__ACTION ITEM__. In the listing below, find each line containing "Adão" and report it.

__RECORDS FOR THE TASK__.
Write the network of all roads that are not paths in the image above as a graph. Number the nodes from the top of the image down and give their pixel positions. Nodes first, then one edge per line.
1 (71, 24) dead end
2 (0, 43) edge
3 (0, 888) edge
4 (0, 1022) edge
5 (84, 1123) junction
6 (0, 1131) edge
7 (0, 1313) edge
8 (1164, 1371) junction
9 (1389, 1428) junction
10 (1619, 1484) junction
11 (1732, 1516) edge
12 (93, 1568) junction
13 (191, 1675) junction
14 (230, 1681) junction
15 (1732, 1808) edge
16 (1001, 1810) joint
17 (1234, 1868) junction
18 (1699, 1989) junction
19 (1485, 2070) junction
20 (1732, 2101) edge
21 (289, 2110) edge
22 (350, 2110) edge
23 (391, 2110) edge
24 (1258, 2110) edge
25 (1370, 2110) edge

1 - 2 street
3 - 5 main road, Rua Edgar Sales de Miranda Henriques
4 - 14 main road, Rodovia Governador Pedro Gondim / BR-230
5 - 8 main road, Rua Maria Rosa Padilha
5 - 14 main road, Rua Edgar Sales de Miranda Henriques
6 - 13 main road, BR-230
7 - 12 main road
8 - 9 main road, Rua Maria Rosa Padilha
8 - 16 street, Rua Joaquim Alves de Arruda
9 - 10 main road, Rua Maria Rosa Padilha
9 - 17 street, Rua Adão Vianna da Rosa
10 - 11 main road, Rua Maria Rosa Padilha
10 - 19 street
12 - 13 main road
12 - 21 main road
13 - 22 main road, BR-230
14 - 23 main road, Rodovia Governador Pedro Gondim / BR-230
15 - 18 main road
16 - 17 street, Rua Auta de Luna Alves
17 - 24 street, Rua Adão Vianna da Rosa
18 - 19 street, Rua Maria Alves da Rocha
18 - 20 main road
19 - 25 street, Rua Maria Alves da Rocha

__WRITTEN ANSWER__.
9 - 17 street, Rua Adão Vianna da Rosa
17 - 24 street, Rua Adão Vianna da Rosa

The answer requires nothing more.